INPUT: Begin

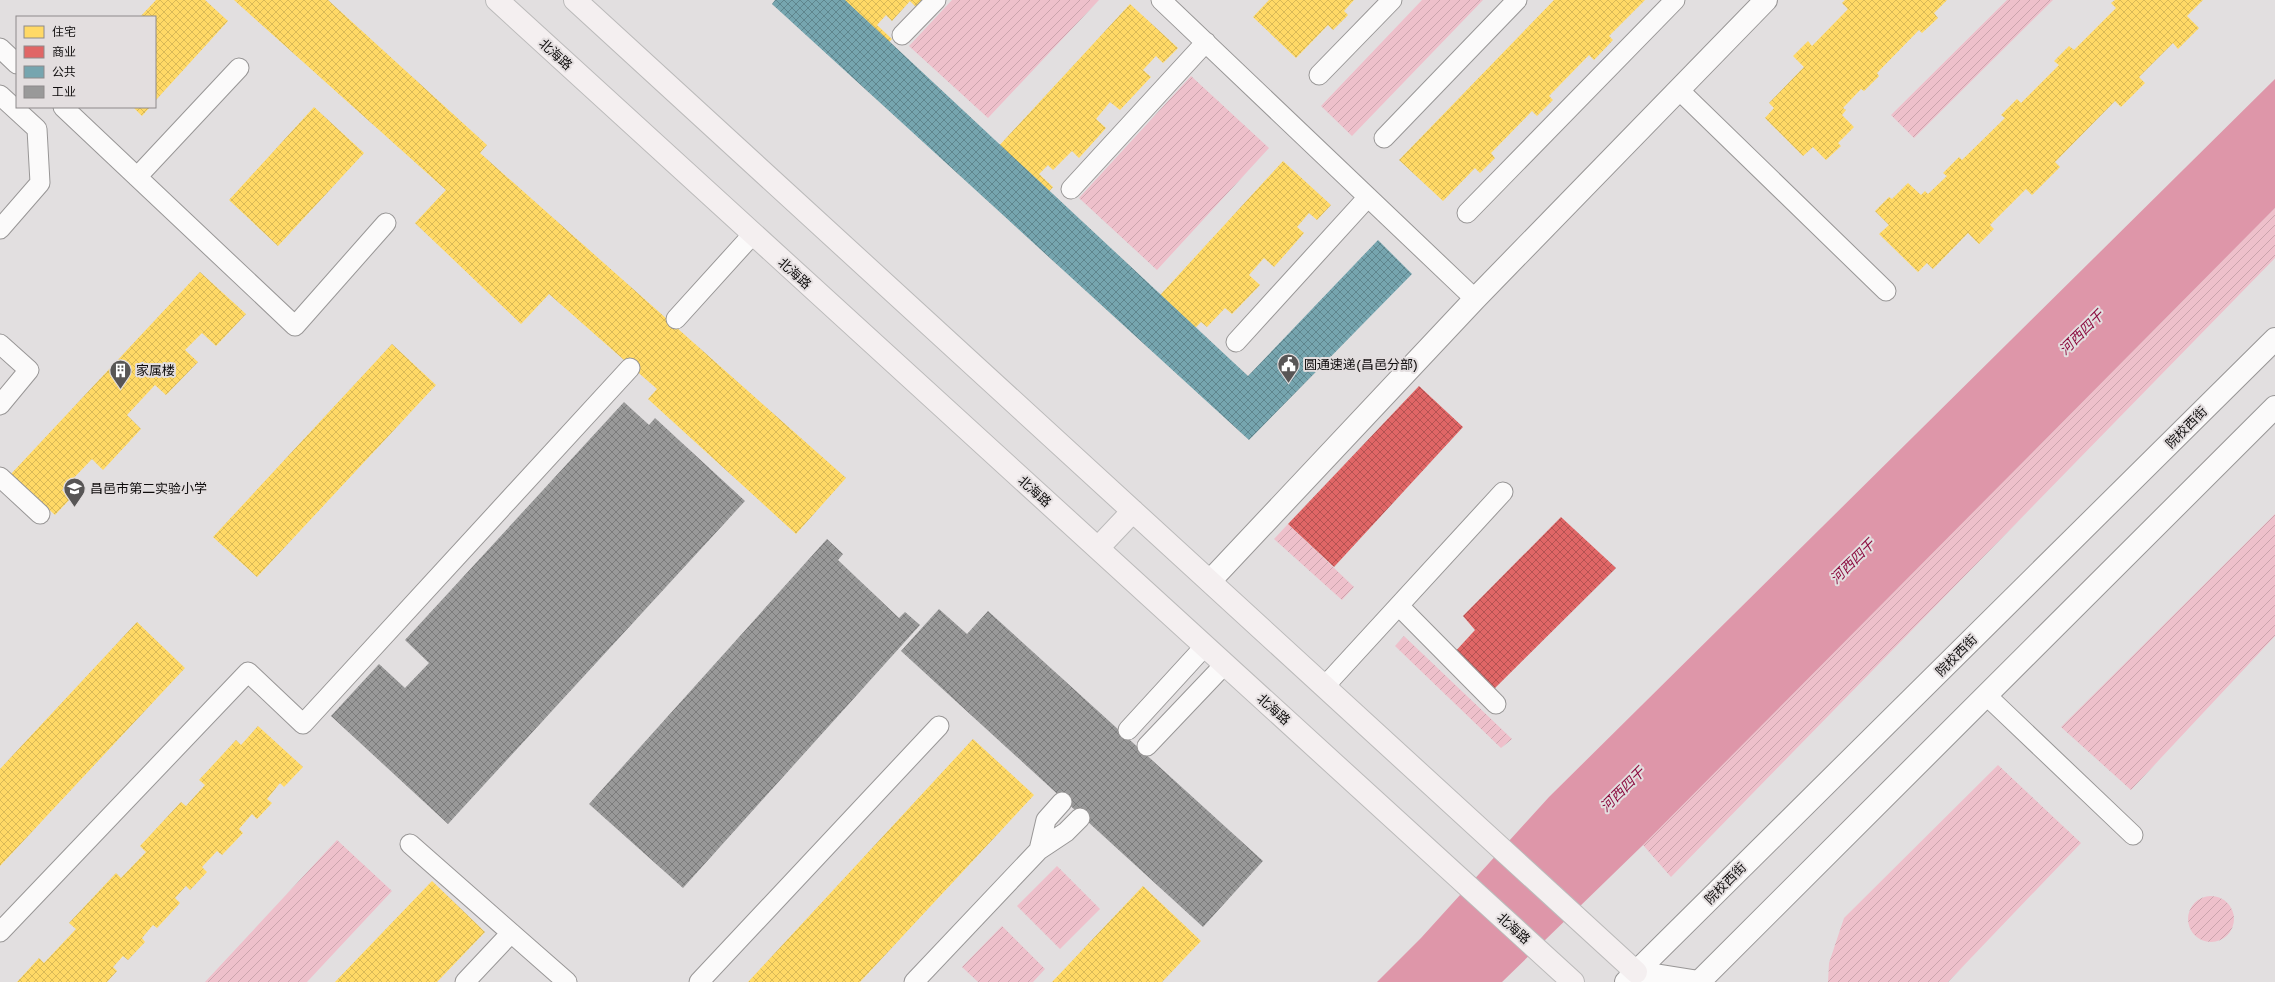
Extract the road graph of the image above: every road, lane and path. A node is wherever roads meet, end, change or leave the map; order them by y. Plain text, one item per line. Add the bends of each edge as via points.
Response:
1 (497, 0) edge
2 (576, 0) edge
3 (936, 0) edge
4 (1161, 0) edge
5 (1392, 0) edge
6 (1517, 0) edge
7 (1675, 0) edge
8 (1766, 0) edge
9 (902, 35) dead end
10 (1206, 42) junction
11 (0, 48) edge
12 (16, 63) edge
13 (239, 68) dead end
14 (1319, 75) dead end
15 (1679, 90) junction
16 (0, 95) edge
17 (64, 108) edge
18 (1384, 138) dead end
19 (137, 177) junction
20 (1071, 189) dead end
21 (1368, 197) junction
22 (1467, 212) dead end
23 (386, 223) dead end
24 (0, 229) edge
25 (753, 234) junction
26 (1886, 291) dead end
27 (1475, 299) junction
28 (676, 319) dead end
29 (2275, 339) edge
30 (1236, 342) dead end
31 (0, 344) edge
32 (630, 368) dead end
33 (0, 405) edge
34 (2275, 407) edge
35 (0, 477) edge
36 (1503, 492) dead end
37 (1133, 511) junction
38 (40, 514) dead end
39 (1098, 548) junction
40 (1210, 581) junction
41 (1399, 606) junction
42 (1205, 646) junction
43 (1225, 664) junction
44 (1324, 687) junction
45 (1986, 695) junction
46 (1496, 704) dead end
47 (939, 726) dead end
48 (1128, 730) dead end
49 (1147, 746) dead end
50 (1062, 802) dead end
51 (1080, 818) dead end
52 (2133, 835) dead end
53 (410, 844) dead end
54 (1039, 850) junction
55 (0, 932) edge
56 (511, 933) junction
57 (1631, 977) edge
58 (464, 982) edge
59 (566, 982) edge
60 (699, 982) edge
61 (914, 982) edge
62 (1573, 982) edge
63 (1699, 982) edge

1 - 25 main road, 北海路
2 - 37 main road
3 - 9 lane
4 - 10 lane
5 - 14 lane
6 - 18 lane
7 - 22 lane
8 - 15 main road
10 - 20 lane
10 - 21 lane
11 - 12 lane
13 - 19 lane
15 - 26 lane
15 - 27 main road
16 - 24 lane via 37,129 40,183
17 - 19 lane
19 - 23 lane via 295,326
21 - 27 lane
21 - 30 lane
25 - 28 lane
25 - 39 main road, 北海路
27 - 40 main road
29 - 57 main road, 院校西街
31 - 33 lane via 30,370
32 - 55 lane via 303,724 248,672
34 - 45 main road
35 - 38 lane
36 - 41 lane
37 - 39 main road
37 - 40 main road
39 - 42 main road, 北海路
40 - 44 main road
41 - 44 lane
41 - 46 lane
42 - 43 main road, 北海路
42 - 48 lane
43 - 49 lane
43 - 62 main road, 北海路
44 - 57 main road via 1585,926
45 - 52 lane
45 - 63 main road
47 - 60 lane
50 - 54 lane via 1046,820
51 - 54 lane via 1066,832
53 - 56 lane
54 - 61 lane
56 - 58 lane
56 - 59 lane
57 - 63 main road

INPUT: End

- [EXERCISE BRIEF]
When restating the records word for word, omit any picture they contain.

- [TASK ANSWER]
Extract the road graph of the image above: every road, lane and path. A node is wherever roads meet, end, change or leave the map; order them by y. Plain text, one item per line. Add the bends of each edge as via points.
Response:
1 (497, 0) edge
2 (576, 0) edge
3 (936, 0) edge
4 (1161, 0) edge
5 (1392, 0) edge
6 (1517, 0) edge
7 (1675, 0) edge
8 (1766, 0) edge
9 (902, 35) dead end
10 (1206, 42) junction
11 (0, 48) edge
12 (16, 63) edge
13 (239, 68) dead end
14 (1319, 75) dead end
15 (1679, 90) junction
16 (0, 95) edge
17 (64, 108) edge
18 (1384, 138) dead end
19 (137, 177) junction
20 (1071, 189) dead end
21 (1368, 197) junction
22 (1467, 212) dead end
23 (386, 223) dead end
24 (0, 229) edge
25 (753, 234) junction
26 (1886, 291) dead end
27 (1475, 299) junction
28 (676, 319) dead end
29 (2275, 339) edge
30 (1236, 342) dead end
31 (0, 344) edge
32 (630, 368) dead end
33 (0, 405) edge
34 (2275, 407) edge
35 (0, 477) edge
36 (1503, 492) dead end
37 (1133, 511) junction
38 (40, 514) dead end
39 (1098, 548) junction
40 (1210, 581) junction
41 (1399, 606) junction
42 (1205, 646) junction
43 (1225, 664) junction
44 (1324, 687) junction
45 (1986, 695) junction
46 (1496, 704) dead end
47 (939, 726) dead end
48 (1128, 730) dead end
49 (1147, 746) dead end
50 (1062, 802) dead end
51 (1080, 818) dead end
52 (2133, 835) dead end
53 (410, 844) dead end
54 (1039, 850) junction
55 (0, 932) edge
56 (511, 933) junction
57 (1631, 977) edge
58 (464, 982) edge
59 (566, 982) edge
60 (699, 982) edge
61 (914, 982) edge
62 (1573, 982) edge
63 (1699, 982) edge

1 - 25 main road, 北海路
2 - 37 main road
3 - 9 lane
4 - 10 lane
5 - 14 lane
6 - 18 lane
7 - 22 lane
8 - 15 main road
10 - 20 lane
10 - 21 lane
11 - 12 lane
13 - 19 lane
15 - 26 lane
15 - 27 main road
16 - 24 lane via 37,129 40,183
17 - 19 lane
19 - 23 lane via 295,326
21 - 27 lane
21 - 30 lane
25 - 28 lane
25 - 39 main road, 北海路
27 - 40 main road
29 - 57 main road, 院校西街
31 - 33 lane via 30,370
32 - 55 lane via 303,724 248,672
34 - 45 main road
35 - 38 lane
36 - 41 lane
37 - 39 main road
37 - 40 main road
39 - 42 main road, 北海路
40 - 44 main road
41 - 44 lane
41 - 46 lane
42 - 43 main road, 北海路
42 - 48 lane
43 - 49 lane
43 - 62 main road, 北海路
44 - 57 main road via 1585,926
45 - 52 lane
45 - 63 main road
47 - 60 lane
50 - 54 lane via 1046,820
51 - 54 lane via 1066,832
53 - 56 lane
54 - 61 lane
56 - 58 lane
56 - 59 lane
57 - 63 main road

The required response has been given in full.